Accessing bitnami/kafka outside the kubernetes cluster

10/20/2019

I am currently using bitnami/kafka image(https://hub.docker.com/r/bitnami/kafka) and deploying it on kubernetes.

  • kubernetes master: 1
  • kubernetes workers: 3

Within the cluster the other application are able to find kafka. The problem occurs when trying to access the kafka container from outside the cluster. When reading little bit I read that we need to set property "advertised.listener=PLAINTTEXT://hostname:port_number" for external kafka clients.

I am currently referencing "https://github.com/bitnami/charts/tree/master/bitnami/kafka". Inside my values.yaml file I have added

values.yaml

  • advertisedListeners1: 10.21.0.191

and statefulset.yaml

    - name: KAFKA_CFG_ADVERTISED_LISTENERS
      value: 'PLAINTEXT://{{ .Values.advertisedListeners }}:9092' 

For a single kafka instance it is working fine.

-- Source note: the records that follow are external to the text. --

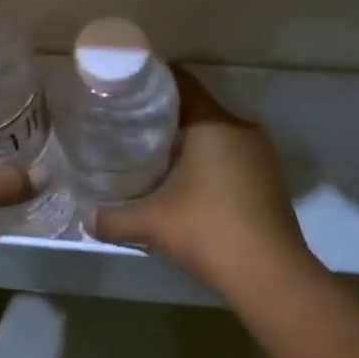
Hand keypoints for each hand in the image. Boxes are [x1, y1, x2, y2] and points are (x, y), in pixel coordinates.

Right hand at [95, 70, 317, 295]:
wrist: (271, 276)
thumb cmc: (209, 231)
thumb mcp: (152, 224)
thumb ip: (114, 219)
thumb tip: (87, 219)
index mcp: (214, 123)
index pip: (182, 82)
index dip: (153, 81)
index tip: (126, 89)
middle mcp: (241, 129)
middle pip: (198, 108)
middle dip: (165, 115)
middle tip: (130, 126)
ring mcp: (260, 155)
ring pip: (216, 134)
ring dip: (189, 142)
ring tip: (153, 154)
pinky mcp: (269, 179)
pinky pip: (232, 155)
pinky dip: (208, 161)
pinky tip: (186, 184)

But for 3 node kafka cluster, I changed some configuration like below: values.yaml

  • advertisedListeners1: 10.21.0.191
  • advertisedListeners2: 10.21.0.192
  • advertisedListeners3: 10.21.0.193

and Statefulset.yaml

    - name: KAFKA_CFG_ADVERTISED_LISTENERS
      {{- if $MY_POD_NAME := "kafka-0" }}
      value: 'PLAINTEXT://{{ .Values.advertisedListeners1 }}:9092'
      {{- else if $MY_POD_NAME := "kafka-1" }}
      value: 'PLAINTEXT://{{ .Values.advertisedListeners2 }}:9092'
      {{- else if $MY_POD_NAME := "kafka-2" }}
      value: 'PLAINTEXT://{{ .Values.advertisedListeners3 }}:9092'
      {{- end }}

Expected result is that all the 3 kafka instances should get advertised.listener property set to worker nodes ip address.

example:

  • kafka-0 --> "PLAINTEXT://10.21.0.191:9092"

  • kafka-1 --> "PLAINTEXT://10.21.0.192:9092"

  • kafka-3 --> "PLAINTEXT://10.21.0.193:9092"

Currently only one kafka pod in up and running and the other two are going to crashloopbackoff state.

and the other two pods are showing error as:

[2019-10-20 13:09:37,753] INFO [LogDirFailureHandler]: Starting (kafka.server.ReplicaManager$LogDirFailureHandler) [2019-10-20 13:09:37,786] ERROR [KafkaServer id=1002] Fatal error during KafkaServer startup. Prepare to shutdown (kafka.server.KafkaServer) java.lang.IllegalArgumentException: requirement failed: Configured end points 10.21.0.191:9092 in advertised listeners are already registered by broker 1001 at scala.Predef$.require(Predef.scala:224) at kafka.server.KafkaServer$anonfun$createBrokerInfo$2.apply(KafkaServer.scala:399) at kafka.server.KafkaServer$anonfun$createBrokerInfo$2.apply(KafkaServer.scala:397) at scala.collection.mutable.ResizableArray$class.foreach(ResizableArray.scala:59) at scala.collection.mutable.ArrayBuffer.foreach(ArrayBuffer.scala:48) at kafka.server.KafkaServer.createBrokerInfo(KafkaServer.scala:397) at kafka.server.KafkaServer.startup(KafkaServer.scala:261) at kafka.server.KafkaServerStartable.startup(KafkaServerStartable.scala:38) at kafka.Kafka$.main(Kafka.scala:84) at kafka.Kafka.main(Kafka.scala)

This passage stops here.